The district boundaries included the City and County of Denver and all or portions of the counties traversed by the Denver and Salt Lake Railway. The district had the authority to levy taxes and issue bonds backed by real estate within the district. The Colorado Supreme Court in November 1922 upheld the constitutionality of the law creating the district and its ability to issue bonds. The bonds were sold and construction began.

The bonds were fully paid off in December 1983, but the commission continued to exist until 1998. It was finally disbanded after a series of political intrigues related to Winter Park Resort, which was built partly on land owned by the commission (known as the Evans Tract).

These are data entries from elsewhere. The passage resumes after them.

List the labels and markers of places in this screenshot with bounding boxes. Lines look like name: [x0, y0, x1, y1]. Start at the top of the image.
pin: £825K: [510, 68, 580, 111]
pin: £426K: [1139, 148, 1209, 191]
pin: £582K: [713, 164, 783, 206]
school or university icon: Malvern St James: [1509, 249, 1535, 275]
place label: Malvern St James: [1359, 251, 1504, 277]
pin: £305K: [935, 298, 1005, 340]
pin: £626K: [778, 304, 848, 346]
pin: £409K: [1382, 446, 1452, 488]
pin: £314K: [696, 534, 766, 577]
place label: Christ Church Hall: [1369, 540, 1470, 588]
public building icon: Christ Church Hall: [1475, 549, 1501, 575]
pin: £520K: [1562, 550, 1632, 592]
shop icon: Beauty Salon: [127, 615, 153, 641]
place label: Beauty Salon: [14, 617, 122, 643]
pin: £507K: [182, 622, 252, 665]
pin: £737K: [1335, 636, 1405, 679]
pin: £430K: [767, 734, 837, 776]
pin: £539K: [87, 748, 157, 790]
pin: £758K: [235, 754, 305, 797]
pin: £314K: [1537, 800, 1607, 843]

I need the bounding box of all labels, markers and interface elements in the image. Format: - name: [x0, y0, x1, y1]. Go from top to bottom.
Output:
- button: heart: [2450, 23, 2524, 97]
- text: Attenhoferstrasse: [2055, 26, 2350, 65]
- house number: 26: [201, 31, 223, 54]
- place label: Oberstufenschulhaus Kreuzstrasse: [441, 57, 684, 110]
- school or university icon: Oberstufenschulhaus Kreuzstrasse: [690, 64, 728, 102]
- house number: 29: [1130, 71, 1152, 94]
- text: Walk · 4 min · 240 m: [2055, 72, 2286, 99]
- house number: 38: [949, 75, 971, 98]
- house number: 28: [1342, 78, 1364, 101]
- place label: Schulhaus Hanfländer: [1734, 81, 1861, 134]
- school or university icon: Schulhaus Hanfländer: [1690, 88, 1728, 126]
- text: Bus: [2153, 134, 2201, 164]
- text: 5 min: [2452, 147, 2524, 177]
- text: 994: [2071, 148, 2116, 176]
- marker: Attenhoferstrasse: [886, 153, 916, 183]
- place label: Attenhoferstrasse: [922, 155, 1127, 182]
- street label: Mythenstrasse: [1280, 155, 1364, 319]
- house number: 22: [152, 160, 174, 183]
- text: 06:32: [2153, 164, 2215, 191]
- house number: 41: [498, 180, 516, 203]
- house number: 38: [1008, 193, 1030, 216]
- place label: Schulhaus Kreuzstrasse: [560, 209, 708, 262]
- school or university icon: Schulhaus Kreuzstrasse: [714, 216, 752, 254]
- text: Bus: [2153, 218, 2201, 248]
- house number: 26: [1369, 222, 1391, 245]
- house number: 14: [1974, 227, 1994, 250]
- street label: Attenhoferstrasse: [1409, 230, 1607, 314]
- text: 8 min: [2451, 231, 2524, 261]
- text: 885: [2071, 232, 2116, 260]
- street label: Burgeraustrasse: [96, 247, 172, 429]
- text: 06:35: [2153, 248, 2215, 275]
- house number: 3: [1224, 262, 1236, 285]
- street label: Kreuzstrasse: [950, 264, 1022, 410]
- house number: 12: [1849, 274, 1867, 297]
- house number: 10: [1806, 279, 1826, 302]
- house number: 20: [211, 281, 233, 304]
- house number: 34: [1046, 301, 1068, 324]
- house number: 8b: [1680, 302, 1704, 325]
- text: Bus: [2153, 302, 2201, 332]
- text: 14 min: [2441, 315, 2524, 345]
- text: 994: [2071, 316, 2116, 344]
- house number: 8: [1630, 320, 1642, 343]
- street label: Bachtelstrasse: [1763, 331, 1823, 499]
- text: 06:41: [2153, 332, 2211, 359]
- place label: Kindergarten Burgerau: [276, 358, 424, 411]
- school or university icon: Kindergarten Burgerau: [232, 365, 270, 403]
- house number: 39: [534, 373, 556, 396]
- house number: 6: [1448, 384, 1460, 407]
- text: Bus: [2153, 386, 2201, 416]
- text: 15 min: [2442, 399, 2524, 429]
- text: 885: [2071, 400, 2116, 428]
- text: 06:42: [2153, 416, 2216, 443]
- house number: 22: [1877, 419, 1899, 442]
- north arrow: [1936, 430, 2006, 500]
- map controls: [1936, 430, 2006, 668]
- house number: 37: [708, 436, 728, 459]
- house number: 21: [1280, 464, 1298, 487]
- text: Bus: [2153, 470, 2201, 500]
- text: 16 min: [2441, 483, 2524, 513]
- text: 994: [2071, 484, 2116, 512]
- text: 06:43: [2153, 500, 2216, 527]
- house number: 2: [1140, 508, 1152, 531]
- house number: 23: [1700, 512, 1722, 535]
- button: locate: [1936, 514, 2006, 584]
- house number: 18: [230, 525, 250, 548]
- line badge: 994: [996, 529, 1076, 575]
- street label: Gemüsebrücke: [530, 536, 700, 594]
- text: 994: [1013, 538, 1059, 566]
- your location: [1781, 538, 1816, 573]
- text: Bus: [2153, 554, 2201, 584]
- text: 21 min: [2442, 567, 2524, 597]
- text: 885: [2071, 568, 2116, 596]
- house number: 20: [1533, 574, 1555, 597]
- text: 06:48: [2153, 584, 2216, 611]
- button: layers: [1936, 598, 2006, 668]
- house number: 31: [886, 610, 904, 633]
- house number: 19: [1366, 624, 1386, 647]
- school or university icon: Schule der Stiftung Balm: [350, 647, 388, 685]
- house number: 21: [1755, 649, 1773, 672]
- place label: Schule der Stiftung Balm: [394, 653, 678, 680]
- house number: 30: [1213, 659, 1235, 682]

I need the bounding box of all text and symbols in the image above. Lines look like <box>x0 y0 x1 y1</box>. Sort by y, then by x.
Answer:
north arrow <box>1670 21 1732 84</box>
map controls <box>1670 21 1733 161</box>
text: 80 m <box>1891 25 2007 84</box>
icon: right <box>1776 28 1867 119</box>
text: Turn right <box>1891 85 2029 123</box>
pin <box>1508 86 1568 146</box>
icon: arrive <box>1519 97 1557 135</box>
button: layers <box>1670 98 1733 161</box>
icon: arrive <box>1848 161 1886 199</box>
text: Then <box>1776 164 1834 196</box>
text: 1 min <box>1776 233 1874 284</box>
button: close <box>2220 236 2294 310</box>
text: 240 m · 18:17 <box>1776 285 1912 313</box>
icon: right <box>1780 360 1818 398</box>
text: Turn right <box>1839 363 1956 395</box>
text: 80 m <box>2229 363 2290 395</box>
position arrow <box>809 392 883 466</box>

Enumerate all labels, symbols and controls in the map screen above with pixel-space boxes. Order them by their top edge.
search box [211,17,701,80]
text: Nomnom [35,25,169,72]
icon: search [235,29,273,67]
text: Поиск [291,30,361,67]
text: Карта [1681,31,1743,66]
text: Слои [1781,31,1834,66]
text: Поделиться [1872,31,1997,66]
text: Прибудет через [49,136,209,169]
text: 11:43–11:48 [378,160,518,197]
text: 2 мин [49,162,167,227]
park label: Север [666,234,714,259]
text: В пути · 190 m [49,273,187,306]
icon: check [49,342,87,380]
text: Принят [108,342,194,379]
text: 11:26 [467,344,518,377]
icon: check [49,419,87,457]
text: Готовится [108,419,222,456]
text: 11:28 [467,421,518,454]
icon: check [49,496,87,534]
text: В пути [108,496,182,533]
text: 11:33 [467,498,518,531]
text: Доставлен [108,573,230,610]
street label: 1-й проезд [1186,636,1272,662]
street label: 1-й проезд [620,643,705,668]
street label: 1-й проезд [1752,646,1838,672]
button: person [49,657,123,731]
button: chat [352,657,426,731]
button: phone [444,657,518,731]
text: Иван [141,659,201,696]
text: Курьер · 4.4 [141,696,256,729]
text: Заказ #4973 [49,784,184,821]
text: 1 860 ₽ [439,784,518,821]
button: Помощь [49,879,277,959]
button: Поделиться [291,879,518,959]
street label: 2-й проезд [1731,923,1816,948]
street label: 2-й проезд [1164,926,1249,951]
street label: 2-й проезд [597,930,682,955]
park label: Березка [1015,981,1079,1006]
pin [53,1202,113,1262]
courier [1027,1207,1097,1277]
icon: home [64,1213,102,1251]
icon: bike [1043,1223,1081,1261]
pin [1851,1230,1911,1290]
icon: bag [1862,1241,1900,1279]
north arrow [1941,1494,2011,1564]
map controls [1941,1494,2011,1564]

In 1988, Rio Grande Industries, the company that controlled the Denver and Rio Grande Western Railroad, purchased the Southern Pacific Railroad. The combined company took the Southern Pacific name because of its name recognition among shippers. On September 11, 1996, owner Philip Anschutz sold the combined company to the Union Pacific Railroad in response to the earlier merger of the Burlington Northern and the Santa Fe which formed the Burlington Northern and Santa Fe Railway.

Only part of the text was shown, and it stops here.